Access control is shining in the physical security industry, finding niches that range from traditional entrance control to COVID-19 identification and containment strategies and friction-free, touchless experiences. With wireless, integrators can take advantage of more opportunities where cable running may be a major issue and won’t be left wondering “how do I get a wire from here to there?”
I spoke to an integrator the other day working on an apartment complex that needed access control at the exterior doors. I asked if the hallways had drop ceilings; the integrator said they did not and the wiring was going to be a real headache. We then talked about wireless solutions, including all-in-one door handle locks that incorporate access readers and that solved his cable running issues.
You can easily expand your security specifications and add new services for existing customers and prospects with wireless. It promotes systems integration in access control, intrusion, sensing and even video surveillance while increasing technician efficiency and lessening dependence on difficult cable runs. Expanded signal strength and standards-based communications continue to boost its popularity — especially as the Internet of Things (loT) and connected devices in smart/safe cities continue to proliferate.
With wireless, the user can protect their current investment, yet still migrate and transition to this newer technology. Wireless is now available in many different products, and every day there seems to be a new device added to the list, which now includes facial recognition cameras, fingerprint readers and mobile credentials — all of which can address COVID-19 access control applications.
Do the Math
Consider the cost to hardwire a reader or lock at the customer’s premises. You’ve got the hardware and cabling, but one of the most significant costs (which can be a guessing game) is labor. Let’s say it takes two and a half hours to hardwire a reader. At a loaded labor rate of anywhere from $75 to $90 depending on the technician’s region, you’ve already invested about $188 to $225 in the job if everything goes smoothly — and that’s not including any long cable runs. With wireless, system installations can in most cases be completed in much less time, using fewer pieces of equipment. Always remember that labor is your biggest cost risk in estimating the job.
Using wireless equipment provides a more accurate installation timeline. Running wires down walls and door channels seems straightforward when bidding, but most commercial suites have undergone numerous build-outs over the years and hold unseen obstacles behind the walls — possibly adding overages to estimated labor hours. Think about the times your customers remodeled and you had little notice removing and re-running wiring. With wireless, you remove the equipment, wait until the project is completed and then re-install.

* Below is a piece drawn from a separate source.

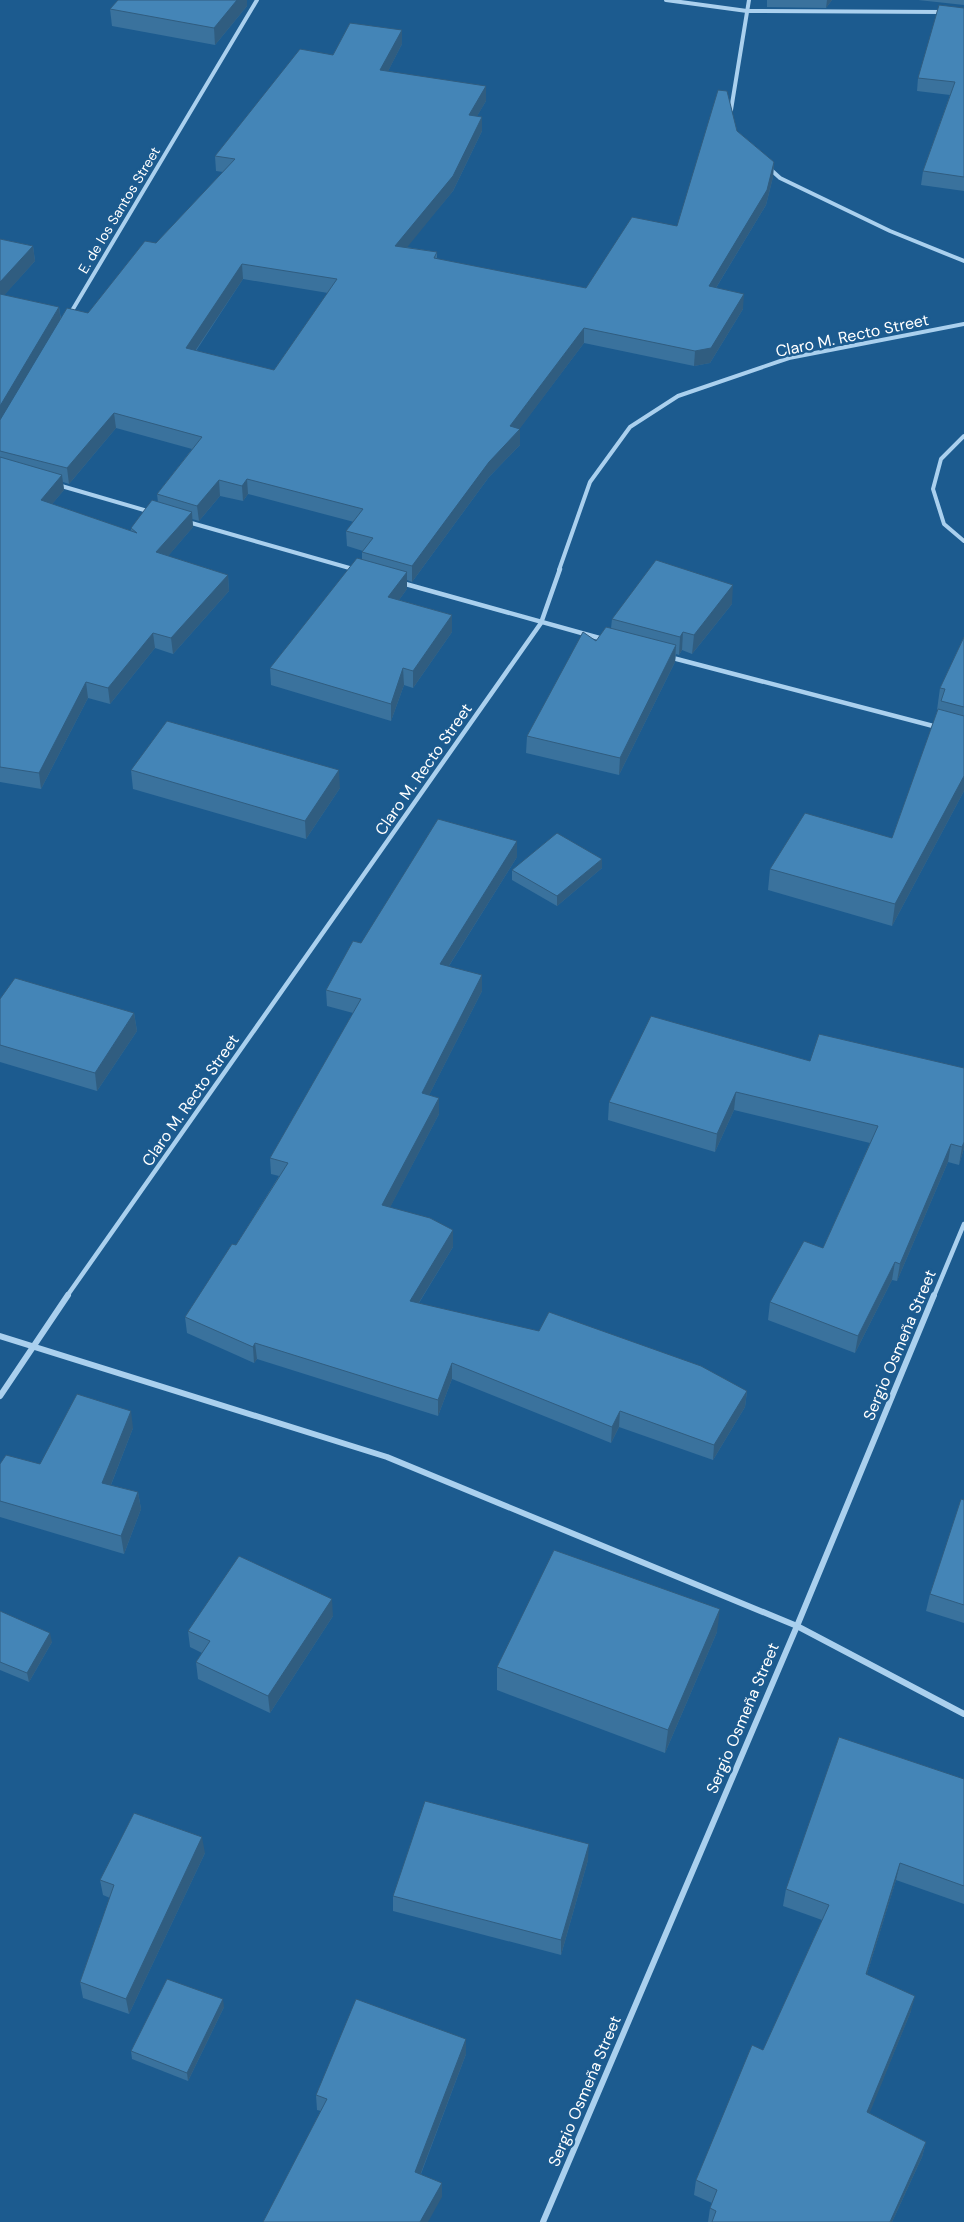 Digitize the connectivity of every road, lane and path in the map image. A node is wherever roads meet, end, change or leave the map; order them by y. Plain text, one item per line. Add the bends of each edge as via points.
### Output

Wireless has evolved to become a reliable and secure communication method, making it perfect for integration with other devices. When radio frequencies are used for signal transmission to hubs, as with some of the wireless lock options available today, they provide a more secure system over Wiegand and network connected outdoor access devices. Many conventional access readers use door control modules communicating one to one, while some manufacturers’ wireless access hubs receive signals from numerous locks and readers. The more readers that can be reached by hubs, the lower the hardware costs.
You have choices with wireless and can take a hybrid approach, hardwiring devices where it makes the most sense and integrating wireless in areas where cabling is difficult or prohibited, like a historical setting or concrete structure. It can leverage an electronic reader, locking device or even a mobile credential at a single door located remotely — like a recreation room or activity area at a clubhouse or gates/entrances in multifamily housing. Wireless all-in-one locks and access readers are perfect options for multi-tenant buildings where drilling holes for wiring and mounting devices is prohibited by the building management company, also alleviating the need to carve door-strike cutouts in frames.
Consider the facility with hard-to-reach locations or impossible scenarios for running cabling, like underground garages, concrete structures, businesses with vast expanses of glass walls, windows and doors, or remote doors or locations without infrastructure readily available. How about warehouses with high ceilings that, if left to hardwiring, would require a lift or other expensive heavy equipment added to the cost of the job?
Pitfalls to Watch for
Of course, wireless is great when it works properly — and that’s where the integrator’s due diligence and design-application expertise comes in. Here are a few examples I’ve encountered with our dealers. In one instance the dealer installed wireless window contacts in a relatively inaccessible location where drilling would be costly and time consuming. After the installation, the client wasn’t getting proper detection, because they had moved a large block of metal shelfing in front of the area. The situation was remedied, but it was a reminder to talk to workers and stakeholders to make sure nothing will be blocking the space, such as shelving, file cabinets or rebar in concrete walls.
In another installation, an integrator wanted to install wireless access near a freezer, but the all steel enclosure proved to be tricky when it came to signal penetration. Never take for granted that the signals will reach the destination, hub, receiver, etc. Make sure to use products that provide signal readings and don’t stretch the signal to its limits or threshold. If you don’t do a signal strength reading while the technician is there, it could become an intermittent and troublesome signal.
With wireless you’ll not only have more profit per job, but you’ll also complete more projects to increase your monthly revenue stream. Think of all the different types of wireless devices available to offer your customers: keypads, biometrics, readers, cameras, sensors, lighting, water and gas detectors, critical environmental/temperature sensing devices and even energy management and control. Review your current customer list, start adding new services with wireless and watch your business grow.